Ce doux euphémisme est porteur d’une injustice d’autant plus cruelle qu’il désigne à la fois les « mangeuses de crottes » de l’affaire Dubaï Porta Potty et les vraies influenceuses du web, ces femmes estimables qui, grâce à leur exposition sur internet, exercent une influence sur ceux qui les suivent et orientent les décisions d’achat de ces derniers. Oh, les vraies influenceuses ont bien tenté de résister, de se protéger de cet amalgame disgracieux. Elles ont essayé, en vain, d’atteler le nom commun à un préfixe : « sex-fluenceuse ». Fastidieux. Elles n’ont pas rencontré davantage de succès en y accrochant un complément : « influenceuse du sexe » est bien trop long et trop connoté pour s’intégrer dans le langage courant.

Quelle idée! Qui désire vraiment tracer la provenance de l’argent dépensé sans compter par nos ambassadrices de charme? Si nous nous abonnons par dizaines de milliers à leurs pages, c’est en spectateurs d’une vie dont nous rêvons pour nous-même. Ce mirage, nous le prenons tel quel et le partageons sans hésitation avec d’autres.

Les influenceuses partagent l’espace public avec d’autres nouveaux acteurs qui ont tapé dans l’œil de ma fille. « Dis, papa, ça veut dire quoi le panafricanisme? » Évidemment, elle n’a pas cru un mot du bla-bla embarrassé que je lui ai servi : cette vision sociale, économique, culturelle et politique d’émancipation des Africains et un mouvement visant à les unifier. Ça, c’était avant, aux temps lointains de Kwame Nkrumah et de ses semblables, ces pacifistes naïfs. Aujourd’hui, ce n’est pas ce que la gamine voit aux infos!
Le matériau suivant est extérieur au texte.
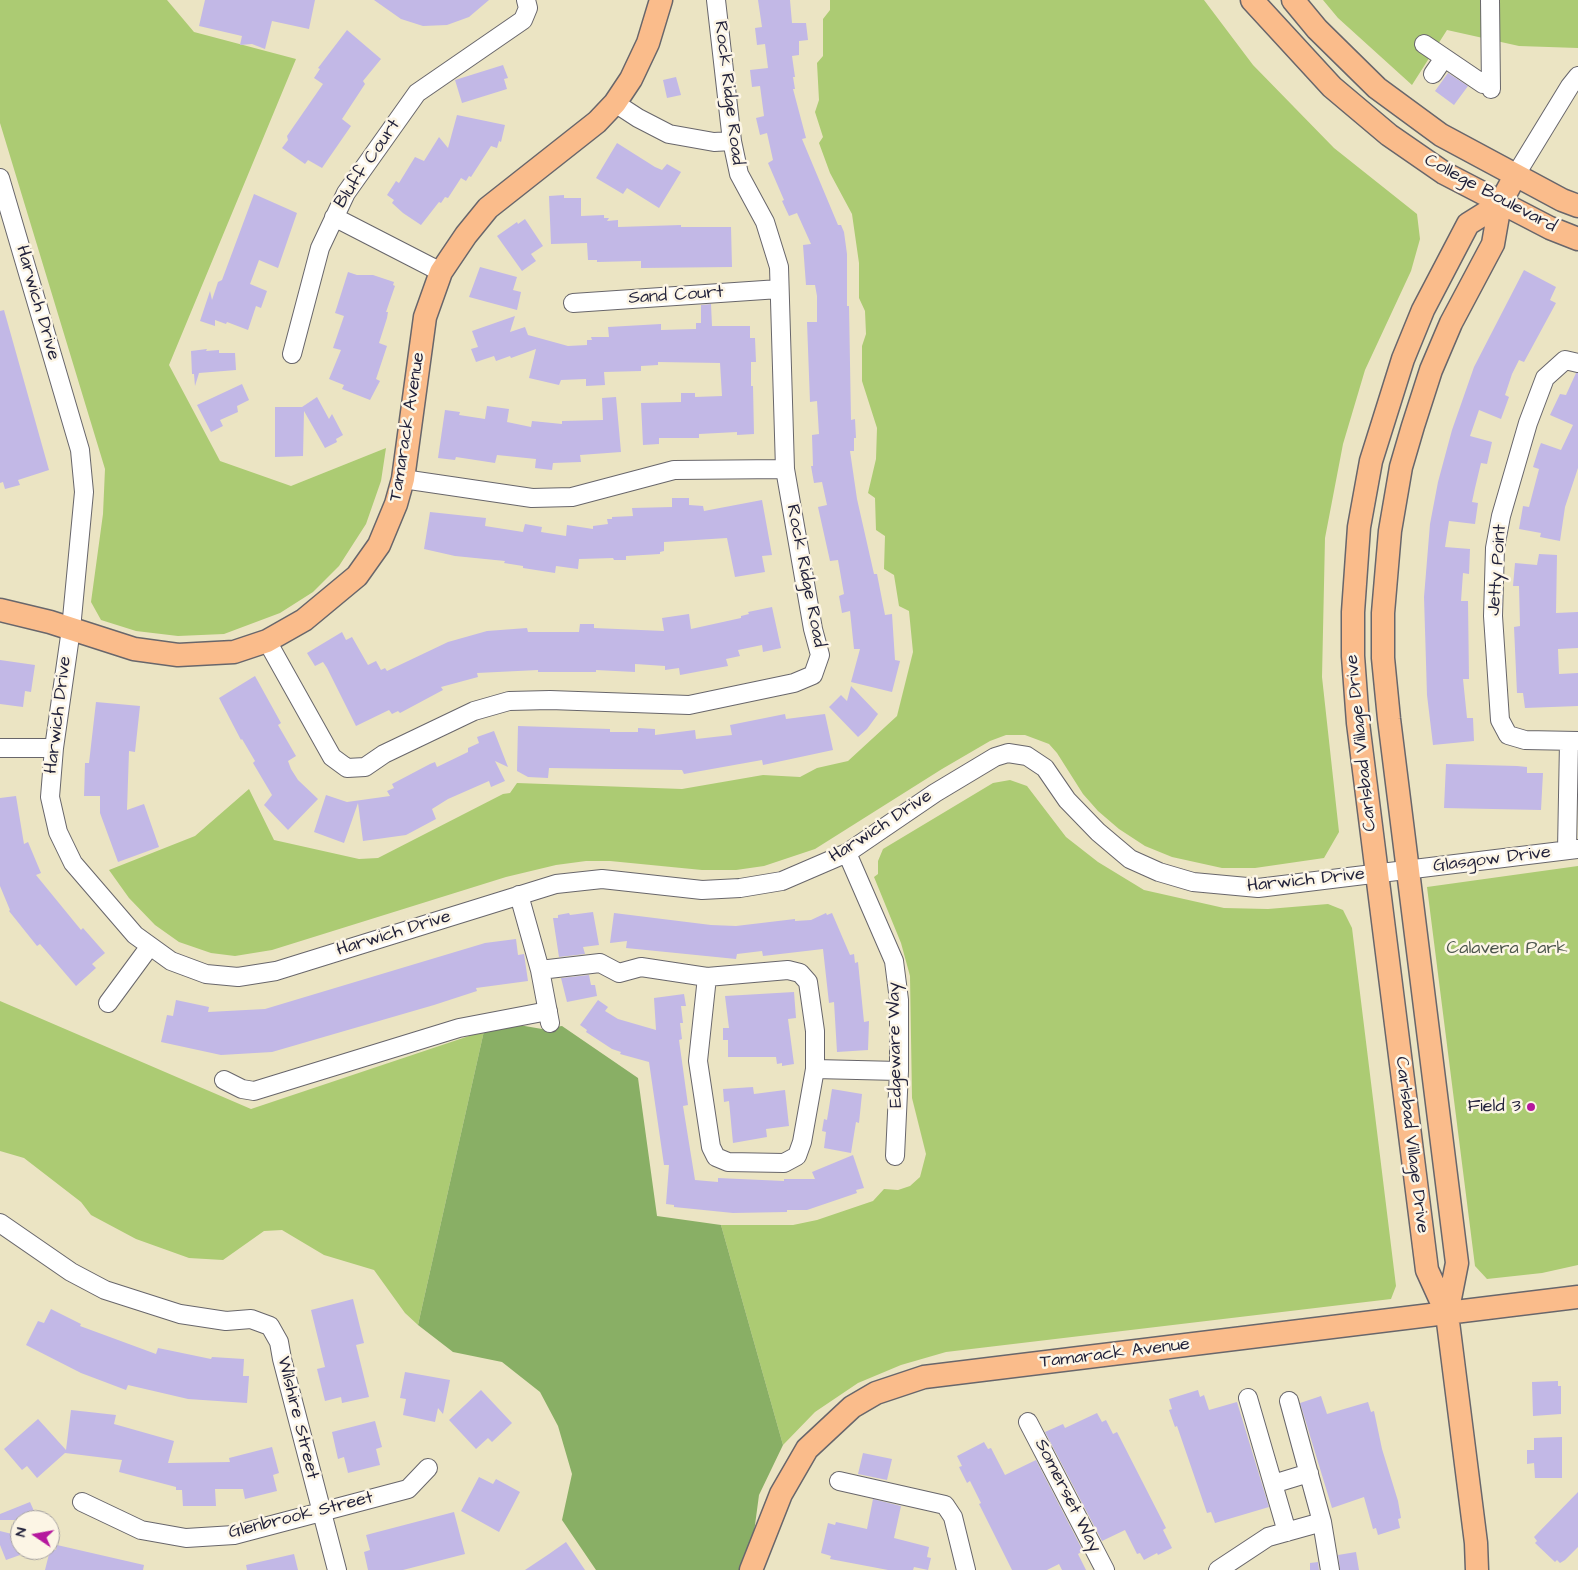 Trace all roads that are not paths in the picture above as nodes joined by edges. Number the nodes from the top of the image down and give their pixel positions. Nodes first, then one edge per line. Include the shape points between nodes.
1 (526, 0) edge
2 (661, 0) edge
3 (716, 0) edge
4 (1252, 0) edge
5 (1293, 0) edge
6 (1490, 0) edge
7 (1424, 44) dead end
8 (1444, 58) junction
9 (1433, 74) dead end
10 (1578, 76) edge
11 (615, 103) junction
12 (732, 141) junction
13 (1515, 176) junction
14 (0, 178) edge
15 (1500, 204) junction
16 (1578, 206) edge
17 (334, 217) junction
18 (1578, 239) edge
19 (442, 272) junction
20 (780, 289) junction
21 (573, 303) dead end
22 (292, 354) dead end
23 (1578, 363) edge
24 (785, 469) junction
25 (403, 479) junction
26 (0, 610) edge
27 (71, 628) junction
28 (267, 641) junction
29 (1573, 741) edge
30 (0, 748) edge
31 (54, 748) junction
32 (1573, 850) edge
33 (847, 853) junction
34 (1407, 871) junction
35 (1376, 874) junction
36 (519, 895) junction
37 (150, 946) junction
38 (540, 970) junction
39 (707, 977) junction
40 (108, 1003) dead end
41 (815, 1069) junction
42 (899, 1071) junction
43 (224, 1080) dead end
44 (895, 1156) dead end
45 (0, 1223) edge
46 (1578, 1298) edge
47 (1447, 1314) junction
48 (1248, 1398) dead end
49 (1290, 1401) dead end
50 (1028, 1422) dead end
51 (428, 1468) dead end
52 (1309, 1474) junction
53 (839, 1480) dead end
54 (1273, 1484) junction
55 (82, 1502) dead end
56 (321, 1512) junction
57 (1322, 1522) junction
58 (1287, 1532) junction
59 (336, 1570) edge
60 (751, 1570) edge
61 (966, 1570) edge
62 (1105, 1570) edge
63 (1218, 1570) edge
64 (1330, 1570) edge
65 (1477, 1570) edge

1 - 17 street, Bluff Court via 528,8 523,20 417,92 346,193
2 - 11 main road, Tamarack Avenue via 648,43
3 - 12 street, Rock Ridge Road
4 - 15 main road, College Boulevard via 1325,80 1368,119 1444,173
5 - 13 main road, College Boulevard via 1317,29 1377,88 1441,135
6 - 8 street via 1487,87
7 - 8 street
8 - 9 street
10 - 13 street
11 - 12 street via 669,134 714,142
11 - 19 main road, Tamarack Avenue via 598,122 488,208
12 - 20 street, Rock Ridge Road via 739,174 765,222 779,267
13 - 15 main road, Carlsbad Village Drive
13 - 16 main road, College Boulevard
14 - 27 street, Harwich Drive via 80,450 84,492
15 - 18 main road, College Boulevard
15 - 34 main road, Carlsbad Village Drive via 1493,244 1451,323 1431,370 1401,468 1390,531 1383,658
15 - 35 main road, Carlsbad Village Drive via 1468,224 1423,310 1402,359 1371,461 1359,527 1352,612 1353,656
17 - 19 street
17 - 22 street, Bluff Court via 320,248
19 - 25 main road, Tamarack Avenue via 425,317
20 - 21 street, Sand Court
20 - 24 street, Rock Ridge Road
23 - 29 street, Jetty Point via 1565,360 1545,378 1528,423 1495,548 1493,616 1500,720 1508,735 1525,740
24 - 25 street via 674,470 572,497 532,498
24 - 28 street, Rock Ridge Road via 820,655 813,675 794,683 689,705 509,701 474,711 384,754 365,767 347,768 332,758
25 - 28 main road, Tamarack Avenue via 378,545 357,576 304,620
26 - 27 main road, Tamarack Avenue
27 - 28 main road, Tamarack Avenue via 134,648 178,655 234,652
27 - 31 street, Harwich Drive
29 - 32 street
30 - 31 street
31 - 37 street, Harwich Drive via 50,797 65,848 73,863 129,928
32 - 34 street, Glasgow Drive
33 - 35 street, Harwich Drive via 935,793 995,757 1008,753 1027,756 1045,768 1067,800 1098,832 1130,859 1159,872 1192,882 1258,888
33 - 36 street, Harwich Drive via 782,881 740,888 702,890 602,880 556,884
33 - 42 street, Edgeware Way via 894,961 899,1000
34 - 35 street, Glasgow Drive
34 - 47 main road, Carlsbad Village Drive via 1457,1263
35 - 47 main road, Carlsbad Village Drive via 1427,1270
36 - 37 street, Harwich Drive via 276,971 238,977 206,974 171,961
36 - 38 street
37 - 40 street
38 - 39 street via 600,962 620,973 641,968
38 - 43 street via 549,1017 459,1028 254,1091
39 - 41 street via 788,970 800,973 808,982 815,1031
39 - 41 street via 698,1061 710,1146 716,1157 728,1162 784,1163 797,1156
41 - 42 street
42 - 44 street, Edgeware Way
45 - 56 street, Wilshire Street via 71,1272 105,1290 180,1314 226,1321 251,1319 270,1326 279,1342
46 - 47 main road, Tamarack Avenue
47 - 60 main road, Tamarack Avenue via 924,1377 876,1393 852,1407 807,1450 781,1494
47 - 65 main road, Carlsbad Village Drive
48 - 54 street
49 - 52 street
50 - 62 street, Somerset Way
51 - 56 street, Glenbrook Street via 408,1489
52 - 54 street
52 - 57 street
53 - 61 street via 946,1505 953,1517
54 - 58 street
55 - 56 street, Glenbrook Street via 140,1530 186,1538 234,1534
56 - 59 street, Wilshire Street
57 - 58 street
57 - 64 street
58 - 63 street via 1268,1537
L’inventivité d’une nouvelle génération d’afrodescendants l’a conduite à décréter que le panafricanisme est une « urgence ». Sûre qu’elle est de savoir ce qu’il faut faire pour libérer les Noirs des chaînes mentales de l’esclavage et du colonialisme. L’idéologie sous-tend un mouvement divisé en tendances concurrentes. Certaines attaquent des musées pour récupérer les œuvres d’art africaines qui y sont exposées, d’autres brûlent des billets de franc CFA ou expulsent des journalistes qui ont eu le malheur de leur déplaire.

L’obsession est partout la même : qui perd le contrôle de la parole perd le pouvoir.

Amalgame

Si les mots ne veulent plus rien dire, nous pouvons néanmoins leur faire dire n’importe quoi. Le phénomène n’a pas échappé aux politiques qui s’en sont saisis pour faire avaler toutes sortes de bobards au peuple. En démocratie ou dans les régimes autoritaires, l’obsession est la même : qui perd le contrôle de la parole perd le pouvoir. Il n’y a qu’à voir les armées de cybermilitants chargés de poster des commentaires favorables aux régimes – quitte à déformer la vérité –, tout en se tenant prêts à défendre le pouvoir quand celui-ci est critiqué.

Peut-être qu’un jour « panafricaniste » deviendra un mot soufflet, une insulte, ou une infraction pénale fourre-tout, à l’instar de « terroriste ». Bien malin est celui qui pourrait en donner une définition définitive. Le terme désigne indifféremment un séparatiste anglophone au Cameroun, un membre d’un groupe politico-militaire au Tchad, ou, au Bénin, une candidate à la présidence disqualifiée. Plus c’est gros, mieux ça passe.

Si les mots peuvent dire une chose et son contraire, comment distinguer le vrai du faux? Comment évaluer la sincérité et la bonne foi quand nous ne sommes plus sûrs du sens des mots? Cette zone grise est le paradis des « serial menteurs » et autres complotistes, qui prospèrent à l’ère du boniment, cette époque où le débat public déconsidère la rationalité.